[MDEV-29969] Random crashes (signal 8) when restoring mariadb-server memory state using CRIU (OpenVZ 7) Created: 2022-11-07 Updated: 2022-11-07 Resolved: 2022-11-07 |
|
| Status: | Closed |
| Project: | MariaDB Server |
| Component/s: | N/A |
| Affects Version/s: | 10.9.3 |
| Fix Version/s: | N/A |
| Type: | Bug | Priority: | Major |
| Reporter: | Philippe | Assignee: | Unassigned |
| Resolution: | Not a Bug | Votes: | 0 |
| Labels: | None | ||
| Environment: |
Host : OpenVZ 7 (7.0.18) |
||
| Attachments: |
|
| Description |
|
Good evening! Long story short: MariaDB randomly crashes after being restored (using a backup) and having its memory state restored by CRIU. Command that triggers the bug: "vzctl resume <ctid>" — MariaDB 10.9.3 is installed inside an OpenVZ 7 container (Debian 10). When resuming/restoring this CT using OpenVZ 7 commands, MariaDB sometimes crashes inside the container (mysqld got signal 8)"
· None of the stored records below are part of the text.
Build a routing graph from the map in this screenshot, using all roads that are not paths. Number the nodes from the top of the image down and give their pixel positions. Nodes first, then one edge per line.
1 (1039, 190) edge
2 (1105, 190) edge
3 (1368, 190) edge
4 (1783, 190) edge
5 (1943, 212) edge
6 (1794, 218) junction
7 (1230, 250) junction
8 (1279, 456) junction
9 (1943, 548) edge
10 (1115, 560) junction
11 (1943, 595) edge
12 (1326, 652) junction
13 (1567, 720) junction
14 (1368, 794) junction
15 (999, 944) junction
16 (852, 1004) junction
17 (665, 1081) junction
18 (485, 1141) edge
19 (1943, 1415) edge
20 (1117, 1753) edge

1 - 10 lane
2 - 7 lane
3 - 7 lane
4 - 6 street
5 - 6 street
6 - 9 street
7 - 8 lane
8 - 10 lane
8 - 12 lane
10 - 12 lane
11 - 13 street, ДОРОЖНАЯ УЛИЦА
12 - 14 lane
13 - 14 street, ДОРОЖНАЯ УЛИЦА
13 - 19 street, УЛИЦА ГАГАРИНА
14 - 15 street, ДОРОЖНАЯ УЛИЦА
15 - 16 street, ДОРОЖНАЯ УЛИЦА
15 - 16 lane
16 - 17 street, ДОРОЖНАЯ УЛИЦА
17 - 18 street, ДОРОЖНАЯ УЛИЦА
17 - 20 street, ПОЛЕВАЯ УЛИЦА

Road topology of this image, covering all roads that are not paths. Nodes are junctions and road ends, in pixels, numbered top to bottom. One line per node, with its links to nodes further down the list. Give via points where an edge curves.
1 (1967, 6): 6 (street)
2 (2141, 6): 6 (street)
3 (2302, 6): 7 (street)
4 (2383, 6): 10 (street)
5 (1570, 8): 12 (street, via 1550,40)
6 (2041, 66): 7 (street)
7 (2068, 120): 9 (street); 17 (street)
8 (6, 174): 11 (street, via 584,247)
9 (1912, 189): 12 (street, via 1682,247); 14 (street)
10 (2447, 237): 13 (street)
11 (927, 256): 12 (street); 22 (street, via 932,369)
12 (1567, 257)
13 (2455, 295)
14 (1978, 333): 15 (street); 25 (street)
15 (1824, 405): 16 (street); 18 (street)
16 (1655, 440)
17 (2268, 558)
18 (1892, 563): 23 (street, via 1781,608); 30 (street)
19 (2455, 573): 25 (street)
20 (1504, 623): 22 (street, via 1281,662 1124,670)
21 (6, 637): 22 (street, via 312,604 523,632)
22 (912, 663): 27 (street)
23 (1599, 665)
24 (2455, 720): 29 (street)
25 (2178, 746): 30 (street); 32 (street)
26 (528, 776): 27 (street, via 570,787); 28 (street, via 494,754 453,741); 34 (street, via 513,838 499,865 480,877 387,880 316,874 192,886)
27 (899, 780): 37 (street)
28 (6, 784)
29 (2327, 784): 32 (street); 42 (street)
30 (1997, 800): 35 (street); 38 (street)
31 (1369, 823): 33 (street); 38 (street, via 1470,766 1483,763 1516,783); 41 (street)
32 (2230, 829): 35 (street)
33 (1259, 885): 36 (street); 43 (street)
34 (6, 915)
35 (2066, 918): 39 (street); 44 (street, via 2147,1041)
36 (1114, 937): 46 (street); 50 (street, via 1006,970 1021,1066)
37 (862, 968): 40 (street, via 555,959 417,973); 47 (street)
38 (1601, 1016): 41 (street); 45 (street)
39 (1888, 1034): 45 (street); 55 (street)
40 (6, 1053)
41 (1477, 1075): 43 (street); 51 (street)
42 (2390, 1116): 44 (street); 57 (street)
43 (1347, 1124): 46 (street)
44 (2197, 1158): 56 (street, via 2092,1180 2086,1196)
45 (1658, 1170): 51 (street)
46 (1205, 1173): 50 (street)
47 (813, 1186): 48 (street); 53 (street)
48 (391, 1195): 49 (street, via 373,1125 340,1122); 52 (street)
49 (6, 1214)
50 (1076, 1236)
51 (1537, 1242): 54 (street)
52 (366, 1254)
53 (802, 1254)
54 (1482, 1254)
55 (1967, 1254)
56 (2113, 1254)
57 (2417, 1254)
Please find attached MariaDB "error log", "gdb log" and "config CT" (contains all commands to reproduce environment). If needed, I can also provide CRIU "dump.log", "restore.log" and MariaDB core dump (246 Mo). Have a great evening! |
| Comments |
| Comment by Daniel Black [ 2022-11-07 ] |
|
Signal 8 is a SIGFPE generated by the __difftime. Looks like https://bugzilla.kernel.org/show_bug.cgi?id=4532, but seems too old. Probably not our bug. |
| Comment by Philippe [ 2022-11-07 ] |
|
Hello Daniel. Many thanks for your time and your help. My knowlegde in C is limited but, if I understand good, there is an inconsistency with "last_monitor_time" value? (0, not set or undefined?) OpenVZ 7.0.18 use kernel branch RHEL7 (3.10) — uname -r — cat /etc/os-release |
| Comment by Daniel Black [ 2022-11-07 ] |
|
Sorry I was wrong with the original C code posted. There is a little later setting of monitor_state.last_monitor_time to 0. difftime is a glibc implemented calculation, quite simple. It requires the floating point unit (FPU) of the processor to be enabled (as its arguments are actually double precision numbers). The SIGFPE is as a result of the attempted use of the processor feature without it being initialized. Either a) the kernel should have fully initialized this before passing to userspace code, or b) the kernel should enable the FPU and allow mariadb to continue. I've done a brief search on https://bugs.openvz.org/issues/?jql=text%20~%20%22SIGFPE%22 or https://bugzilla.redhat.com and have been unable to find this bug. So I recommend reporting it on openvz with your repoducer attachments here. While the code at ./storage/innobase/srv/srv0srv.cc +1194 could be done with a non-double based subtraction, there are other parts of the codebase that use double numbers which could easily trigger it. |
| Comment by Daniel Black [ 2022-11-07 ] |
|
Closing as "Not our bug". Thanks for the well written bug report which hopefully the openvz folks can parse and correct. Thanks for using MariaDB and reporting bugs. |
| Comment by Philippe [ 2022-11-07 ] |
|
Again, many many thanks! Seems related to CRIU project. I will contact OpenVZ devs as you suggested. MariaDB is a wonderfull projet and devs like you, responding to "normal" people, this is just awesome. Have a great day! |